Booked Jobs Engine LLC
Effective Date: The date Client first purchases or activates the Services through Company’s
checkout or onboarding process.
This Master Services Agreement (“Agreement”) is entered into by and between The Booked
Jobs Engine LLC, a Texas limited liability company (“Company”), and the client identified at
checkout or onboarding (“Client”).
By purchasing, accessing, or using the Services, Client agrees to be bound by this Agreement.
0. DEFINITIONS
For purposes of this Agreement:
● “Agreement” means this Master Services Agreement, together with the Terms of
Service, Privacy Policy, SMS & Call Consent Language, and any applicable Statements
of Work (“SOWs”).
● “Client” means the individual or legal entity purchasing or using the Services.
● “Services” means the automation, software configuration, communication systems, and
related services provided by the Company.
● “SOW” means a written Statement of Work describing specific services, pricing, or
configurations.
● “Third-Party Platforms” means software, carriers, or service providers not owned or
controlled by Company, including but not limited to GoHighLevel, Twilio, Stripe, and
telecommunications carriers.
● “Client Data” means data, contact information, and content provided by Client or
collected on Client’s behalf through use of the Services.
1. SERVICES
1.1 Statement of Work
Project-specific details, configurations, pricing, and optional services are defined exclusively in
the applicable SOW. Each SOW, once accepted, is incorporated into and governed by this
Agreement.
Order of precedence in the event of conflict:
Terms of Service → this Agreement → applicable SOW.
1.2 Scope of Services
Company provides access to and implementation of the Booked Jobs Engine™ system, which
may include:
● Missed-call text-back automation
● AI-assisted phone answering (after hours unless otherwise agreed)

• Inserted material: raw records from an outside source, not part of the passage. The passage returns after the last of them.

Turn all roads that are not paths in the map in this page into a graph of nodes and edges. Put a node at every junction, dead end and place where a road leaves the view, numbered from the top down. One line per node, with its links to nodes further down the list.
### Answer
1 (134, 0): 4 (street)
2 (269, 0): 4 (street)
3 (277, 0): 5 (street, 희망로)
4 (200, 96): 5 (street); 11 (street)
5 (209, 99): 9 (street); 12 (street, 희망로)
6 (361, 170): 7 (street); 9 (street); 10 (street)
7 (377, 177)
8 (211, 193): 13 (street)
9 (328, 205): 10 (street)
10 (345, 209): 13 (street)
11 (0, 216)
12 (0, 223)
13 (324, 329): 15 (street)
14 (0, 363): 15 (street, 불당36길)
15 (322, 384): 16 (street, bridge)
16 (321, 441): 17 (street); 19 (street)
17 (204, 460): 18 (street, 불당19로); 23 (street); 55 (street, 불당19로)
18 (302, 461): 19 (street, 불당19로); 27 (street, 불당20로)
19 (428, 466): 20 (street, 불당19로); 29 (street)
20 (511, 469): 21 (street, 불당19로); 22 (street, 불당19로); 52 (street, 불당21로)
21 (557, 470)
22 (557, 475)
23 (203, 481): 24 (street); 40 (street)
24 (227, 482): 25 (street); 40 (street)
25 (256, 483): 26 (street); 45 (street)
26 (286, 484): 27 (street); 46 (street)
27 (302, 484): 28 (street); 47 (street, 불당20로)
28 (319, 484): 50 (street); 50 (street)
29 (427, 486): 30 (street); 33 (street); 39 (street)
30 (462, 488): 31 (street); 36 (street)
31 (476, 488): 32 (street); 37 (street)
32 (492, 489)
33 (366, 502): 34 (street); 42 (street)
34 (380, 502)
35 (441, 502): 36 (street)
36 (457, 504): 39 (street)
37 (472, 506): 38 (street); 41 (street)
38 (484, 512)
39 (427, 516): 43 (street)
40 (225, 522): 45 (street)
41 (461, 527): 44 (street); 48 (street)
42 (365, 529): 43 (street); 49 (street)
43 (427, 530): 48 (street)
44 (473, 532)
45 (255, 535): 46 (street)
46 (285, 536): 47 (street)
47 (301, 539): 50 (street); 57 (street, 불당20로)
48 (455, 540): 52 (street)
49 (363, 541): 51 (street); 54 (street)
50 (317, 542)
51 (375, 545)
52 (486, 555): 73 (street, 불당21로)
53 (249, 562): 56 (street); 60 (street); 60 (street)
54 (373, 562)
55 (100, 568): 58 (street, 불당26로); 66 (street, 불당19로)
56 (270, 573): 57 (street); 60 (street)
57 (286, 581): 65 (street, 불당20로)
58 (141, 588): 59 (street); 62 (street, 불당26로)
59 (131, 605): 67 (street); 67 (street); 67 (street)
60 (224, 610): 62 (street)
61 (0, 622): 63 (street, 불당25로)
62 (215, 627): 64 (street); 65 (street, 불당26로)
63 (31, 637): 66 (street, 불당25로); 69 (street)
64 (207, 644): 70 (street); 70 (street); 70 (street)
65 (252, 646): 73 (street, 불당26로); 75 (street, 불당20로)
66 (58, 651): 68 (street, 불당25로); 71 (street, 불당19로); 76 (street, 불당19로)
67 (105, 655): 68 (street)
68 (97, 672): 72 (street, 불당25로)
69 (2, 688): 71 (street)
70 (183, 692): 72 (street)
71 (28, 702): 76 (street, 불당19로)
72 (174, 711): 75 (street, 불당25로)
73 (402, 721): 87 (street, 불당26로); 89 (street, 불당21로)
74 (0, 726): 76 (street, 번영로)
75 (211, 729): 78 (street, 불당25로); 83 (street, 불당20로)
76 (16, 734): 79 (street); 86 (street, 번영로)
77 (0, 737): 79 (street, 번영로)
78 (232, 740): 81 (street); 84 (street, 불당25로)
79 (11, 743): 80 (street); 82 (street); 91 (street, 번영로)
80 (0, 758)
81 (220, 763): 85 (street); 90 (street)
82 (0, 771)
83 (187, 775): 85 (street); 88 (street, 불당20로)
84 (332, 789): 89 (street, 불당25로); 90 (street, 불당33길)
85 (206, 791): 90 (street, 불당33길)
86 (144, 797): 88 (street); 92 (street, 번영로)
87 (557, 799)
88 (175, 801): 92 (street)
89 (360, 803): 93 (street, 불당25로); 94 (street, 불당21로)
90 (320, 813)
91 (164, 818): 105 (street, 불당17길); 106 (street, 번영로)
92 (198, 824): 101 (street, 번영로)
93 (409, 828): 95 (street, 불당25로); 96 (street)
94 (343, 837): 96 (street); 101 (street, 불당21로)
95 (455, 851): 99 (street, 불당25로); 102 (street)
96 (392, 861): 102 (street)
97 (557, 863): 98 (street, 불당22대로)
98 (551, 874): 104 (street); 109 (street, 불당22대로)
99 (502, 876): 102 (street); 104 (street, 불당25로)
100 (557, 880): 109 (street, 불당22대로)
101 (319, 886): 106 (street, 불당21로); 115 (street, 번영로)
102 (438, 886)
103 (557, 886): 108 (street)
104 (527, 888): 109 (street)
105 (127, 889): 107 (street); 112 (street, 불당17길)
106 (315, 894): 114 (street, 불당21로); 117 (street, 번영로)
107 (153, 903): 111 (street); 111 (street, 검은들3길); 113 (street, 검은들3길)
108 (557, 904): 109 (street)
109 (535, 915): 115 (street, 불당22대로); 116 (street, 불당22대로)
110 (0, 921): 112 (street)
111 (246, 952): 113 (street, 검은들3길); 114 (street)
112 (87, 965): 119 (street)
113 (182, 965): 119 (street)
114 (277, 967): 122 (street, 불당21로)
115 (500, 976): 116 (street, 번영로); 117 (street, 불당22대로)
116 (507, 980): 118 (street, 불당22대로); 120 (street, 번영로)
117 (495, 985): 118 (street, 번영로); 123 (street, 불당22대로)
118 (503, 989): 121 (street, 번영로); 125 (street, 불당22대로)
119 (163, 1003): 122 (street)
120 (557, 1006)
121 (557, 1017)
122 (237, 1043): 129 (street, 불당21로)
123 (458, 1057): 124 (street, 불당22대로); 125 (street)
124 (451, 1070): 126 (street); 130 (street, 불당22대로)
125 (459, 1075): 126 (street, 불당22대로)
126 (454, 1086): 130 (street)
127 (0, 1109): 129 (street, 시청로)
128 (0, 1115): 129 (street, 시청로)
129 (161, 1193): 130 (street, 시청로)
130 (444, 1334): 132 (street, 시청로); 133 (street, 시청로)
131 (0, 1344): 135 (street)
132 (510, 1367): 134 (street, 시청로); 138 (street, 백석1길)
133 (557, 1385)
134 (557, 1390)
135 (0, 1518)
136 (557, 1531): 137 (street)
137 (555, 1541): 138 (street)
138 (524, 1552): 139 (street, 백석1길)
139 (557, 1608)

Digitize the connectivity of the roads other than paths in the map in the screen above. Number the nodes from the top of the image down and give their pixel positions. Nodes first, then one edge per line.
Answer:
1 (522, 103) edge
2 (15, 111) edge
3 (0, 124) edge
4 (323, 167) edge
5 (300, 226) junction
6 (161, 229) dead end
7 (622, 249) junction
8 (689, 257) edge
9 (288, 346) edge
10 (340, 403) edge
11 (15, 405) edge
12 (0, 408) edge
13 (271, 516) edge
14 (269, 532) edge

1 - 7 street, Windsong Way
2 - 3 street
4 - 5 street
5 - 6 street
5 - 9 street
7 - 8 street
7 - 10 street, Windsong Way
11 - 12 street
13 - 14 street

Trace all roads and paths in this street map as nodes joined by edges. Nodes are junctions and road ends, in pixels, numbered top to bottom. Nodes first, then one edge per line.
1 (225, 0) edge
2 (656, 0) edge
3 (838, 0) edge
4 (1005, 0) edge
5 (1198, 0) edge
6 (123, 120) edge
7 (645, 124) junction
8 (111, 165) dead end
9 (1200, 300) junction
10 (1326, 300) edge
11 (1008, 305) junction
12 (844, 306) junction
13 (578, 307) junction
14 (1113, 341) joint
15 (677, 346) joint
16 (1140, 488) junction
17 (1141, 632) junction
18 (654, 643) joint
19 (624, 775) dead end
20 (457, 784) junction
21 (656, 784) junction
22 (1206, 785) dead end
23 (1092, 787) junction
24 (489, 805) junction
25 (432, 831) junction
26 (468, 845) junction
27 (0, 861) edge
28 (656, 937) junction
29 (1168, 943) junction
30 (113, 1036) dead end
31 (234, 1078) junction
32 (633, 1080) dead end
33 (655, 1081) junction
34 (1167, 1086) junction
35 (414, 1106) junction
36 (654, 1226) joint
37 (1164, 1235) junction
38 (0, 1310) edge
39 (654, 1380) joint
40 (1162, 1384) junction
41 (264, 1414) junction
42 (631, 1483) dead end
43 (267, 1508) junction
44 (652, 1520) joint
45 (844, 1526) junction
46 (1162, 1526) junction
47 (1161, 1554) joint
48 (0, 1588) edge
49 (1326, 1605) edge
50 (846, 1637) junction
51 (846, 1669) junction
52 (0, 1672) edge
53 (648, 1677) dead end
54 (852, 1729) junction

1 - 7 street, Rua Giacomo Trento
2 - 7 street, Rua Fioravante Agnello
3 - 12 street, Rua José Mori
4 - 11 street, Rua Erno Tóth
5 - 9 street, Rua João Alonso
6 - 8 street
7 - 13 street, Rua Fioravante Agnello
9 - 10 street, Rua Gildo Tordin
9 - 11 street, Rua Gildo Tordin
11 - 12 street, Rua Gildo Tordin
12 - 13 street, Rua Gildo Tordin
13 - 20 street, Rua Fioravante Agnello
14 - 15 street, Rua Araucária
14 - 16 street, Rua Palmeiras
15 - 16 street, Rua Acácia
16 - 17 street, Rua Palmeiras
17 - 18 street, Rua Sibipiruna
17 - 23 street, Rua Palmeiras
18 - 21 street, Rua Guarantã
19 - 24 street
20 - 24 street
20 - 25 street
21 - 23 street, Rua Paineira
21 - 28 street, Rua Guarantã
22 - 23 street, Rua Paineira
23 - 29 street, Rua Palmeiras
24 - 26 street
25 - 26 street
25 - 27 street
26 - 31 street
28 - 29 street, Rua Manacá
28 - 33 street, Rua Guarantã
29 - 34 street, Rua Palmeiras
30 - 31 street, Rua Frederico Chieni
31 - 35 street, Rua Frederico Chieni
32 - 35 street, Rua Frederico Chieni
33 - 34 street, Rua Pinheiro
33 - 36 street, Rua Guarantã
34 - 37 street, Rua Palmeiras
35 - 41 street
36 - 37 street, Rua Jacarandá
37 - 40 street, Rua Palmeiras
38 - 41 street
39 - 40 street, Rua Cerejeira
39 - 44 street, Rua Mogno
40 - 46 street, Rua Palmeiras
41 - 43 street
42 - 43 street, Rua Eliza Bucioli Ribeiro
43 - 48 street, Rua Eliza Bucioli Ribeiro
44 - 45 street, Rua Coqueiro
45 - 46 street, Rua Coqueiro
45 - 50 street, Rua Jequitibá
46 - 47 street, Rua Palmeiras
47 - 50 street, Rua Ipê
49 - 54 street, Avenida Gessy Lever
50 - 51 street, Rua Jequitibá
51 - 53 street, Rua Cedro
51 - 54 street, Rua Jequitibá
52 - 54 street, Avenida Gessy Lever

● Automated SMS and email follow-up
● Online booking calendar integration
● CRM pipeline and job tracking
● Lead reactivation campaigns
Services are delivered primarily through Third-Party Platforms.
1.3 No Guarantee of Results
Company makes no guarantees regarding revenue, booked jobs, sales, profitability, or return on
investment. Results depend on Client execution, responsiveness, pricing, and market
conditions.
2. CLIENT RESPONSIBILITIES
Client agrees to:
● Provide accurate onboarding and business information
● Maintain valid payment information
● Respond promptly to booked leads and appointments
● Maintain calendar and phone availability
● Obtain all required consents before contacting leads
● Comply with all applicable laws, including TCPA, CAN-SPAM, and state regulations
Failure to respond to leads or appointments may materially impact results and does not
constitute a failure of the Services.
3. FEES & PAYMENT TERMS
3.1 NO REFUND / NO PERFORMANCE GUARANTEE (SUPER-LOCK)
All fees paid to the Company are non-refundable, including setup fees, subscription fees,
usage-based charges, and add-on services.
Company does not guarantee:
● Lead volume
● Appointment volume
Revenue
● Close rates
● ROI
● Chargebacks or payment disputes may constitute a material breach and result in immediate
suspension or termination.
3.2 Fees
Client agrees to pay all fees disclosed at checkout or in the applicable SOW, which may include:
● One-time setup fees
● Monthly subscription fees
● Usage-based charges (calls, AI minutes, SMS, email
3.3 Billing, Late Fees, & Collections
● Fees are billed in advance unless otherwise stated
● Late balances may accrue interest at 1.5% per month (or maximum allowed by law)
● Client is responsible for all reasonable collection and enforcement costs
● Company may suspend services for non-payment
● Client authorizes charges to the payment method on file
3.4 Chargeback & Dispute Recovery
If Client initiates a chargeback or dispute, Client agrees to reimburse:
● The disputed amount
● Processor dispute fees
● Reasonable administrative and legal costs
3.5 Auto-Renewal & Pricing Changes
Subscriptions renew month-to-month unless canceled with at least seven (7) days’ written notice prior to the next billing cycle, consistent with the Terms of Service.
The Company may modify pricing with reasonable notice. Continued use of the Services constitutes acceptance. Pricing changes are subject to the modification provisions of the Terms of Service.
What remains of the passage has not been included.